E’ aumentato anche il numero dei decessi, con 602 in più, mentre restano i dati positivi dell’aumento dei guariti, con 1.695 più di ieri, e della riduzione dei ricoveri nelle unità di terapia intensiva: segnali di un allentamento della pressione sul Servizio sanitario nazionale, Si osserva una decrescita soltanto in Lombardia, che “si riflette un po’ nei dati nazionali”, anche se i casi della regione finora più colpita dall’epidemia rappresentano ormai meno del 50% dei casi complessivi. Si nota un leggero calo anche in Emilia Romagna e nelle Marche: “si tratta di una flessione molto piccola, ma sufficiente per dire che due regioni non sono sul plateau”, ha osservato l’esperto. Decisamente diversa la situazione in altre regioni importanti, come Veneto, Piemonte, Liguria e Toscana: “da 25 giorni – ha rilevato Ricci Tersenghi – queste regioni continuano ad avere un numero costante di decessi giornalieri”.

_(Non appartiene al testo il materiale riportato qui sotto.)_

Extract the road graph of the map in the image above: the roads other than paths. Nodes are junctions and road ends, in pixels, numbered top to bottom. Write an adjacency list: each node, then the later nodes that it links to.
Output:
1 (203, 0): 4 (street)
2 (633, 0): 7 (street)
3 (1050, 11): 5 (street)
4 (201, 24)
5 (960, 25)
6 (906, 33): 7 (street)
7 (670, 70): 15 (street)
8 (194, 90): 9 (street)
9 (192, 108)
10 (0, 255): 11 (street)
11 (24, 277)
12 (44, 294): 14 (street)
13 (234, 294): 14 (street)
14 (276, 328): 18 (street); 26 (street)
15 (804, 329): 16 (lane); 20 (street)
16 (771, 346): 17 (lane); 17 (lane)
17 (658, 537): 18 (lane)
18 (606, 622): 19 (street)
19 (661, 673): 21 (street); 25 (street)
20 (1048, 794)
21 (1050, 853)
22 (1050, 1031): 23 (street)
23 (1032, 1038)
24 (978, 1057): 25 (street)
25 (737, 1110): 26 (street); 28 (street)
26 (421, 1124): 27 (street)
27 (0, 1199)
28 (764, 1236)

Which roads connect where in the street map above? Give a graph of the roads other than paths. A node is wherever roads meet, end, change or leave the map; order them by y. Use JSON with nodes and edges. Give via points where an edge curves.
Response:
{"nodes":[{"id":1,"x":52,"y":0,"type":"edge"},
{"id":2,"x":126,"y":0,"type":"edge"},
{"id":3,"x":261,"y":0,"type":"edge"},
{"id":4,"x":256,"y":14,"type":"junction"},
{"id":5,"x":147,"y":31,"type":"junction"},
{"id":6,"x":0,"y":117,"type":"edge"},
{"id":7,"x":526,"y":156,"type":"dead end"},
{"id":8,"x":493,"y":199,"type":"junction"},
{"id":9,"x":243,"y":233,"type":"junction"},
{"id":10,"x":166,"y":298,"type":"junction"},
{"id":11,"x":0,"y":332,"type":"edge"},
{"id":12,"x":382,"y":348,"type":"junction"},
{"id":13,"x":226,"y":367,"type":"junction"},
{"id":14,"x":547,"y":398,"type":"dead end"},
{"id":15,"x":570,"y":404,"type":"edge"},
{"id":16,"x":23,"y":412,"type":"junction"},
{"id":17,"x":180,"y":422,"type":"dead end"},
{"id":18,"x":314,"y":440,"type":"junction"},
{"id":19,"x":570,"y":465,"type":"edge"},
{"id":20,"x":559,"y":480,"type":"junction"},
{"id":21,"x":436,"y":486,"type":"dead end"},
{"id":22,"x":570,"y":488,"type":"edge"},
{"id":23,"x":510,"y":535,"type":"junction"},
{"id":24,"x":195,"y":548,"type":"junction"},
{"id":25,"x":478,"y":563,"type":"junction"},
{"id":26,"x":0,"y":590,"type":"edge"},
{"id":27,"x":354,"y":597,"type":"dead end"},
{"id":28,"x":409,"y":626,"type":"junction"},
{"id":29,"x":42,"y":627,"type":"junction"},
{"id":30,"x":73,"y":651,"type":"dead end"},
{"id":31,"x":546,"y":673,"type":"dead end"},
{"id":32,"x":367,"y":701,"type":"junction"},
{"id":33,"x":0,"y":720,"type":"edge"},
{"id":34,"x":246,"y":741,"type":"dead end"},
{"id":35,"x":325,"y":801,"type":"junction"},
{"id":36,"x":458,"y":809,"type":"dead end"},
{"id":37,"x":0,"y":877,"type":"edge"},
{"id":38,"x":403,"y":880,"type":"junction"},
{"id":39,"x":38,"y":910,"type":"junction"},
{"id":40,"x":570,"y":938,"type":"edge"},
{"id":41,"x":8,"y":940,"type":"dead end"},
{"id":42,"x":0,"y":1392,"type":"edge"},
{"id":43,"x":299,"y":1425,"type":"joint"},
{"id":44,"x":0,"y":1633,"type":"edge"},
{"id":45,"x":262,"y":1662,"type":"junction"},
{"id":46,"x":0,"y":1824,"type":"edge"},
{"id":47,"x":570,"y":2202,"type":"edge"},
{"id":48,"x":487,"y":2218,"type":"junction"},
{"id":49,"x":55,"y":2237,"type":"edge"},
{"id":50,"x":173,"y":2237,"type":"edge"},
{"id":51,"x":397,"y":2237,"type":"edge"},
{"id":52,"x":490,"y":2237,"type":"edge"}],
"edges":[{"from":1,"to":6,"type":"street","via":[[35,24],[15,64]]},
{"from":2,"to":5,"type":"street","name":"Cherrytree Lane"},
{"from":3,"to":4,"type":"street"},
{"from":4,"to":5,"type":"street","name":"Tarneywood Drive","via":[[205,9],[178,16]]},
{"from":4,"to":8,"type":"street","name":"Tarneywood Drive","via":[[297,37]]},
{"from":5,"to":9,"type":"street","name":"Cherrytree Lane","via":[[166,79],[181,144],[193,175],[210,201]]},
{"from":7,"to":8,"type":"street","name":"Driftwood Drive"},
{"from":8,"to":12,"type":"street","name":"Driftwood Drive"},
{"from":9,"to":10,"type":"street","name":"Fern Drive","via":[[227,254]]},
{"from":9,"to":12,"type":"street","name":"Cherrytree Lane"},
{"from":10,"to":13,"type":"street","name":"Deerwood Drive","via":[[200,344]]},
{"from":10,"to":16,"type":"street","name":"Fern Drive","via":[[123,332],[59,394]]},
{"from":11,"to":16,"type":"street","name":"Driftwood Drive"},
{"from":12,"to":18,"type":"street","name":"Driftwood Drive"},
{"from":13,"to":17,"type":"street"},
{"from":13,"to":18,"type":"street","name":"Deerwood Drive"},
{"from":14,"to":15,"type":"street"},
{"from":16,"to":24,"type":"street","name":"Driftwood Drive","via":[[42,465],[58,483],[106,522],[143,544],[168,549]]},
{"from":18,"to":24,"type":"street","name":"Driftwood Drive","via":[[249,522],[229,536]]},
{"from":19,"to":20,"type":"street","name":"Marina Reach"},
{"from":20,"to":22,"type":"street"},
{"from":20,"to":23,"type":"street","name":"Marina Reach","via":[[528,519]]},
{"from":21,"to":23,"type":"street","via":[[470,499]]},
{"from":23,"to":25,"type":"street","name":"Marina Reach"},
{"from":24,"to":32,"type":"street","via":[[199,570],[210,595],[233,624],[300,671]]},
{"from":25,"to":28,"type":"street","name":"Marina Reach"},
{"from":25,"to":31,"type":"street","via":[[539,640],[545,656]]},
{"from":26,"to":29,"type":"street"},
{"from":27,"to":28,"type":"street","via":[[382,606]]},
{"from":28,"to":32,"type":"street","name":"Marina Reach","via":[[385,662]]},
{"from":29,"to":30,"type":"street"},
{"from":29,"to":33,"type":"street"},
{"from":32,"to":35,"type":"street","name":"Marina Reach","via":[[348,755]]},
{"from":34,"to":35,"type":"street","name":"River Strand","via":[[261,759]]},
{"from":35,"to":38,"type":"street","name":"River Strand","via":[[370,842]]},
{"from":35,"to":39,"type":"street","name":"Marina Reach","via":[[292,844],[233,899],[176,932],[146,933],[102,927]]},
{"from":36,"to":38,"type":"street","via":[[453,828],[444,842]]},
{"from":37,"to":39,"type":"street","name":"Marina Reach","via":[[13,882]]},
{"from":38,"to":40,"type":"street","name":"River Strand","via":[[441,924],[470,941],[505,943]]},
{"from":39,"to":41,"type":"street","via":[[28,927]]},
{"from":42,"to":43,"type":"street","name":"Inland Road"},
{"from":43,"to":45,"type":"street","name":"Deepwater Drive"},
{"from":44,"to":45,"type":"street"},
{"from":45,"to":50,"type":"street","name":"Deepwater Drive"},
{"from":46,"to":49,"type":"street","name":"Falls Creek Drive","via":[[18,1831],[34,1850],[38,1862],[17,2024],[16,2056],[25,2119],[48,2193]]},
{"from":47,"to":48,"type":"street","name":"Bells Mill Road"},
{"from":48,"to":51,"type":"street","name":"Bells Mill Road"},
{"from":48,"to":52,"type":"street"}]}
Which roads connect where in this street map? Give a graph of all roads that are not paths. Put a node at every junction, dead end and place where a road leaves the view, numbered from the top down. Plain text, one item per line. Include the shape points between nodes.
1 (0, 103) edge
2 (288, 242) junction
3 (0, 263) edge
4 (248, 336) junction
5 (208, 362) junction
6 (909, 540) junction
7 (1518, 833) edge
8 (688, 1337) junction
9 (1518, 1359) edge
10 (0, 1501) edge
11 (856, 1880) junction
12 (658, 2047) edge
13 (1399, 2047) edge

Il Piemonte, per esempio, si è attestato da due-tre settimane sulla media di 70 decessi al giorno, al netto delle fluttuazioni giornaliere; dallo stesso periodo i decessi giornalieri registrati in Veneto sono su una media di 30, in Liguria 20 e in Toscana poco al di sotto di 20. “E’ uno scenario complessivo nel quale i valori non decrescono e compatibile con i modelli matematici che descrivono situazioni nelle quali l’indice di contagio R è uguale a 1″, in cui cioè ogni individuo che ha l’infezione può contagiarne un altro. Emerge così che “il lockdown dell’11 marzo ha prodotto una situazione stazionaria e non di forte decrescita”. I motivi, secondo il fisico, potrebbero essere molteplici, a partire dai contagi avvenuti in famiglia e tra le mura di casa fino a quelli originati da alcuni focolai, come è avvenuto nel caso in alcune residenze per anziani e in alcuni ospedali: “queste situazioni hanno tenuto i numeri attivi, che invece avrebbero dovuto diminuire”.
La speranza si concentra sui dati che descrivono gli effetti del lockdown del 23 marzo: “siamo ormai a 22 giorni dal provvedimento che ha deciso la chiusura di molte attività produttive” e quella in arrivo si annuncia come “una settimana chiave: se vedremo che i numeri andranno giù nettamente, allora potremo tirare un sospiro di sollievo”. Bisognerà poi aspettare ancora due settimane per vedere le conseguenze del fine settimana di Pasqua: “è ancora molto vicino per vederne gli effetti in termini di numero di decessi”. In alternativa, secondo l’esperto, i tamponi sarebbero l’unico mezzo in grado di dare un quadro reale della situazione reale. Tamponi e test sierologici saranno indispensabili anche in vista della fase 2: “non basterà avere un’app perché i casi vanno isolati e testati. E’ fondamentale – ha concluso – identificare tempestivamente le persone per fermare l’epidemia, altrimenti non si riuscirà a bloccarla”.